What is being asked:
Take each line of the listing that has the string "Rodríguez" and report it.

==== Records provided

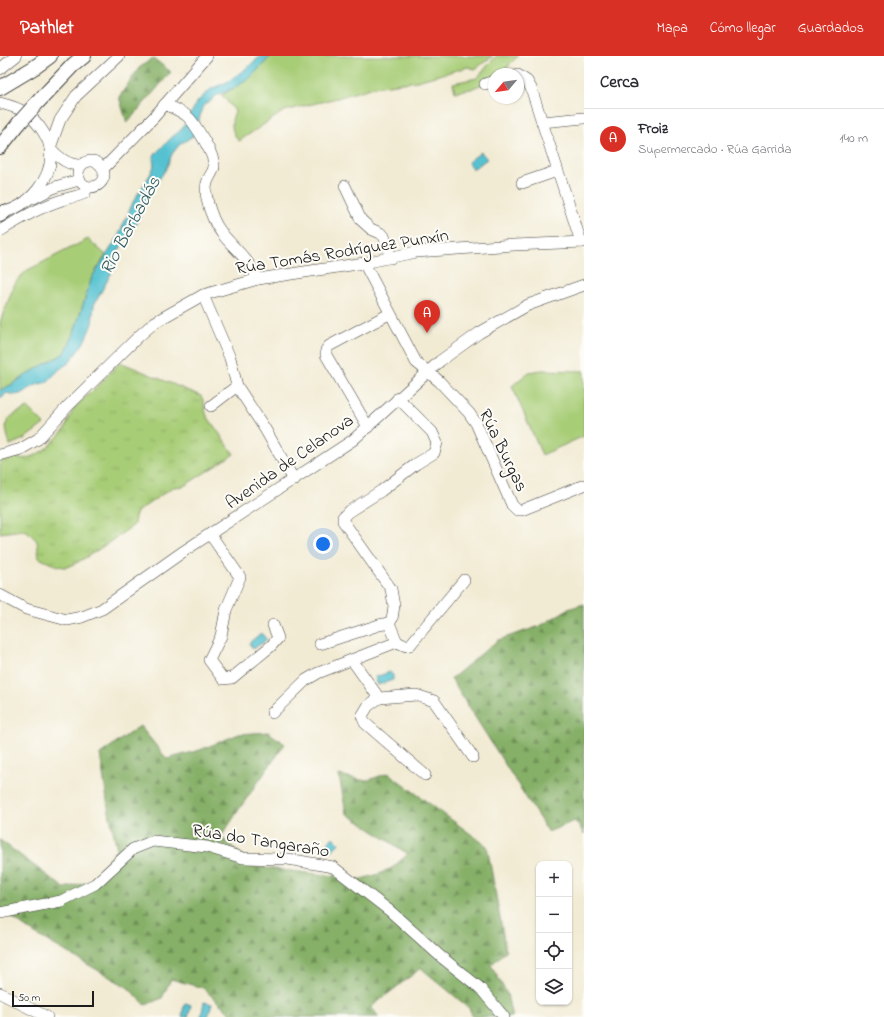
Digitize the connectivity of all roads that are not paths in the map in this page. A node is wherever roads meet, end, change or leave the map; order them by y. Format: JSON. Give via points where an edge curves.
{"nodes":[{"id":1,"x":16,"y":56,"type":"edge"},
{"id":2,"x":50,"y":56,"type":"edge"},
{"id":3,"x":84,"y":56,"type":"edge"},
{"id":4,"x":119,"y":56,"type":"edge"},
{"id":5,"x":207,"y":56,"type":"edge"},
{"id":6,"x":0,"y":69,"type":"edge"},
{"id":7,"x":524,"y":79,"type":"edge"},
{"id":8,"x":0,"y":88,"type":"edge"},
{"id":9,"x":0,"y":103,"type":"edge"},
{"id":10,"x":166,"y":104,"type":"junction"},
{"id":11,"x":584,"y":118,"type":"edge"},
{"id":12,"x":542,"y":122,"type":"junction"},
{"id":13,"x":0,"y":147,"type":"edge"},
{"id":14,"x":50,"y":148,"type":"junction"},
{"id":15,"x":81,"y":165,"type":"junction"},
{"id":16,"x":103,"y":169,"type":"junction"},
{"id":17,"x":557,"y":171,"type":"junction"},
{"id":18,"x":522,"y":183,"type":"dead end"},
{"id":19,"x":83,"y":184,"type":"junction"},
{"id":20,"x":345,"y":186,"type":"dead end"},
{"id":21,"x":24,"y":203,"type":"junction"},
{"id":22,"x":1,"y":213,"type":"edge"},
{"id":23,"x":0,"y":231,"type":"edge"},
{"id":24,"x":582,"y":242,"type":"edge"},
{"id":25,"x":391,"y":258,"type":"junction"},
{"id":26,"x":364,"y":263,"type":"junction"},
{"id":27,"x":258,"y":278,"type":"junction"},
{"id":28,"x":584,"y":285,"type":"edge"},
{"id":29,"x":203,"y":295,"type":"junction"},
{"id":30,"x":389,"y":314,"type":"junction"},
{"id":31,"x":427,"y":372,"type":"junction"},
{"id":32,"x":237,"y":386,"type":"junction"},
{"id":33,"x":398,"y":398,"type":"junction"},
{"id":34,"x":211,"y":406,"type":"dead end"},
{"id":35,"x":368,"y":427,"type":"junction"},
{"id":36,"x":0,"y":455,"type":"edge"},
{"id":37,"x":294,"y":480,"type":"junction"},
{"id":38,"x":584,"y":485,"type":"edge"},
{"id":39,"x":210,"y":534,"type":"junction"},
{"id":40,"x":464,"y":580,"type":"dead end"},
{"id":41,"x":0,"y":595,"type":"edge"},
{"id":42,"x":389,"y":623,"type":"junction"},
{"id":43,"x":273,"y":625,"type":"dead end"},
{"id":44,"x":396,"y":642,"type":"junction"},
{"id":45,"x":320,"y":644,"type":"dead end"},
{"id":46,"x":352,"y":660,"type":"junction"},
{"id":47,"x":379,"y":698,"type":"junction"},
{"id":48,"x":272,"y":713,"type":"dead end"},
{"id":49,"x":473,"y":757,"type":"dead end"},
{"id":50,"x":425,"y":775,"type":"dead end"},
{"id":51,"x":0,"y":912,"type":"edge"},
{"id":52,"x":0,"y":993,"type":"edge"},
{"id":53,"x":47,"y":1017,"type":"edge"},
{"id":54,"x":504,"y":1017,"type":"edge"}],
"edges":[{"from":1,"to":6,"type":"street"},
{"from":2,"to":8,"type":"main road"},
{"from":3,"to":13,"type":"main road","bridge":true,"via":[[36,104]]},
{"from":4,"to":14,"type":"street","via":[[76,96],[60,120]]},
{"from":5,"to":10,"type":"street"},
{"from":7,"to":12,"type":"street","via":[[531,88]]},
{"from":9,"to":14,"type":"street","via":[[26,113],[38,125]]},
{"from":10,"to":16,"type":"street"},
{"from":10,"to":27,"type":"street","via":[[186,115],[204,140],[214,160],[213,171],[205,186],[213,218],[219,230],[248,261]]},
{"from":11,"to":12,"type":"street"},
{"from":12,"to":17,"type":"street"},
{"from":14,"to":15,"type":"street","via":[[62,160],[76,166]]},
{"from":14,"to":21,"type":"street","via":[[50,161],[45,178],[37,191]]},
{"from":15,"to":16,"type":"street","via":[[85,162],[96,162]]},
{"from":15,"to":19,"type":"street","via":[[78,170]]},
{"from":16,"to":19,"type":"street","via":[[104,179],[97,187]]},
{"from":17,"to":18,"type":"street"},
{"from":17,"to":24,"type":"street"},
{"from":19,"to":21,"type":"street","via":[[55,187]]},
{"from":19,"to":23,"type":"street","via":[[85,192],[79,197],[63,199],[44,207]]},
{"from":20,"to":25,"type":"street","via":[[365,225],[384,236]]},
{"from":21,"to":22,"type":"street"},
{"from":24,"to":25,"type":"street","name":"Rúa Tomás Rodríguez Punxín","via":[[416,252]]},
{"from":25,"to":26,"type":"street","name":"Rúa Tomás Rodríguez Punxín"},
{"from":26,"to":27,"type":"street","name":"Rúa Tomás Rodríguez Punxín"},
{"from":26,"to":30,"type":"street"},
{"from":27,"to":29,"type":"street","name":"Rúa Tomás Rodríguez Punxín"},
{"from":28,"to":31,"type":"street","name":"Avenida de Celanova","via":[[528,305],[479,333]]},
{"from":29,"to":32,"type":"street","via":[[230,358]]},
{"from":29,"to":36,"type":"street","name":"Rúa Tomás Rodríguez Punxín","via":[[155,322],[68,406],[38,439],[21,449]]},
{"from":30,"to":31,"type":"street","via":[[416,362]]},
{"from":30,"to":35,"type":"street","via":[[326,350],[326,355]]},
{"from":31,"to":33,"type":"street","name":"Avenida de Celanova"},
{"from":31,"to":38,"type":"street","name":"Rúa Burgas","via":[[469,413],[512,505],[517,510]]},
{"from":32,"to":34,"type":"street"},
{"from":32,"to":37,"type":"street"},
{"from":33,"to":35,"type":"street","name":"Avenida de Celanova"},
{"from":33,"to":42,"type":"street","via":[[432,432],[437,443],[434,453],[343,518],[390,589],[394,606]]},
{"from":35,"to":37,"type":"street","name":"Avenida de Celanova"},
{"from":37,"to":39,"type":"street","name":"Avenida de Celanova"},
{"from":39,"to":41,"type":"street","name":"Avenida de Celanova","via":[[102,609],[82,617],[67,620],[26,608]]},
{"from":39,"to":43,"type":"street","via":[[240,577],[226,610],[221,636],[209,660],[223,679],[232,678],[278,638]]},
{"from":40,"to":44,"type":"street","via":[[410,645]]},
{"from":42,"to":44,"type":"street"},
{"from":42,"to":45,"type":"street"},
{"from":44,"to":46,"type":"street"},
{"from":46,"to":47,"type":"street"},
{"from":46,"to":48,"type":"street","via":[[306,680]]},
{"from":47,"to":49,"type":"street","via":[[416,696],[434,701]]},
{"from":47,"to":50,"type":"street","via":[[368,706],[362,716],[365,723]]},
{"from":51,"to":54,"type":"street","name":"Rúa do Tangaraño","via":[[61,901],[95,884],[133,849],[153,841],[207,847],[243,858],[288,859],[325,865],[333,867],[390,911],[480,988]]},
{"from":52,"to":53,"type":"street"}]}
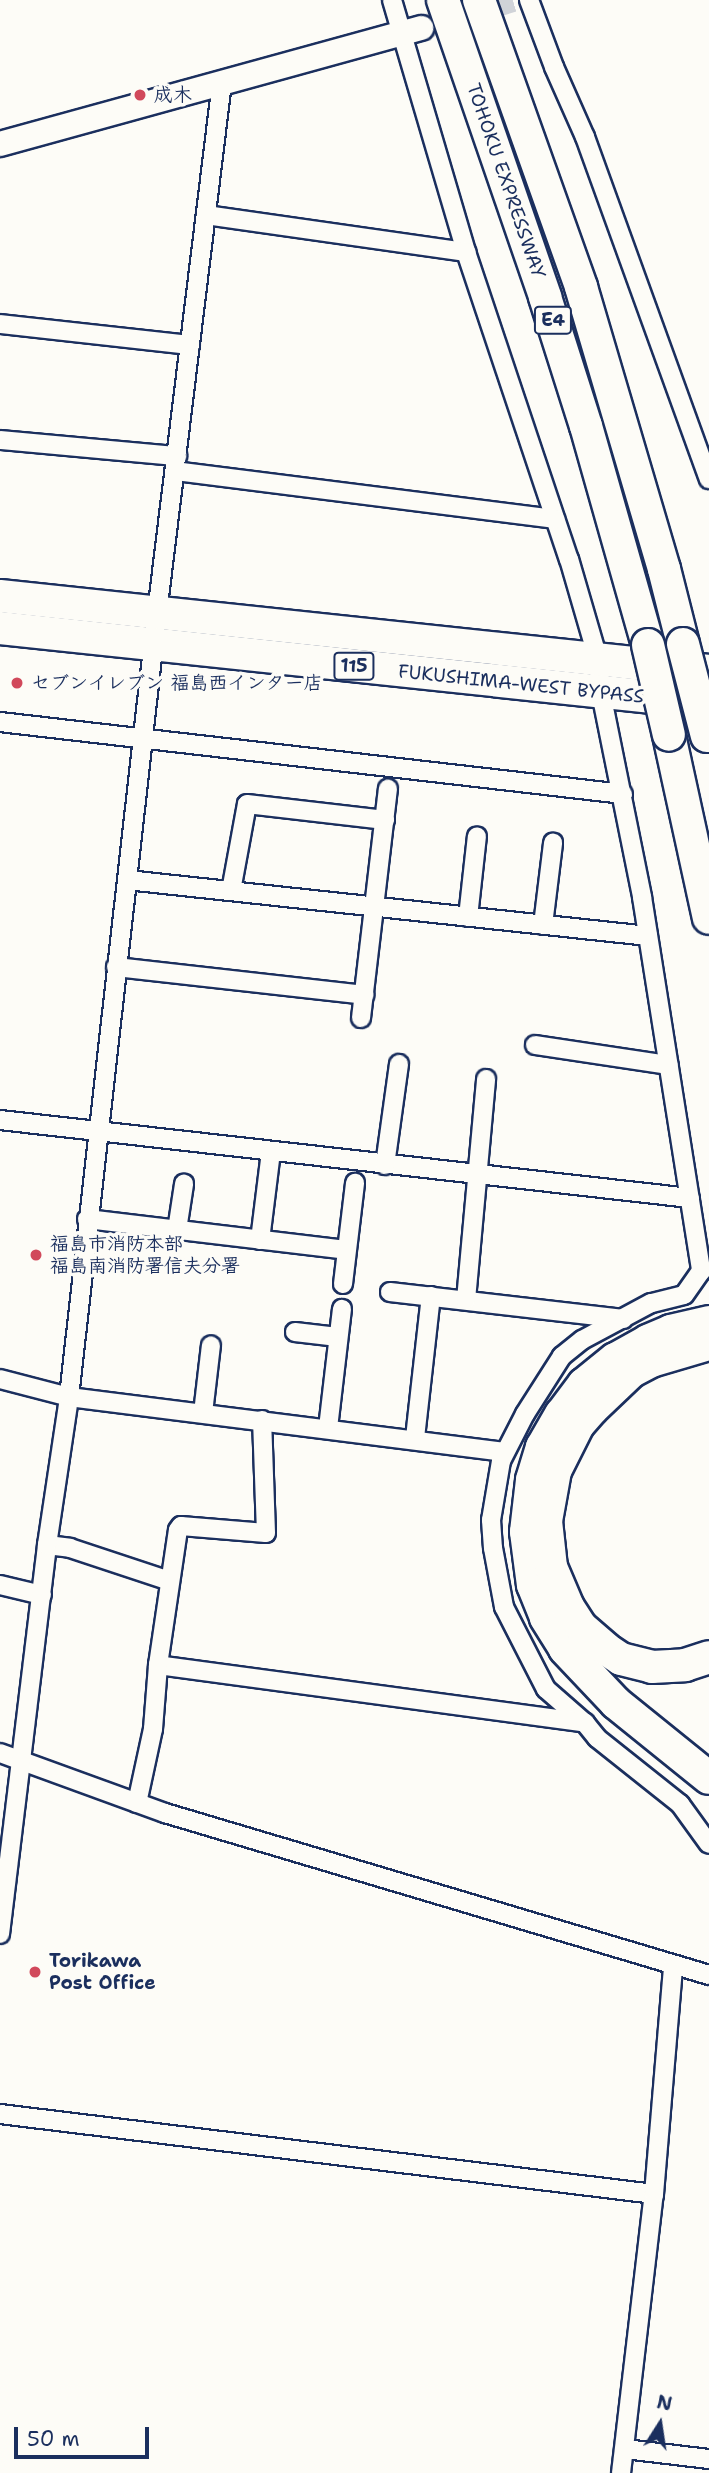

========

Solution:
{"from":24,"to":25,"type":"street","name":"Rúa Tomás Rodríguez Punxín","via":[[416,252]]},
{"from":25,"to":26,"type":"street","name":"Rúa Tomás Rodríguez Punxín"},
{"from":26,"to":27,"type":"street","name":"Rúa Tomás Rodríguez Punxín"},
{"from":27,"to":29,"type":"street","name":"Rúa Tomás Rodríguez Punxín"},
{"from":29,"to":36,"type":"street","name":"Rúa Tomás Rodríguez Punxín","via":[[155,322],[68,406],[38,439],[21,449]]},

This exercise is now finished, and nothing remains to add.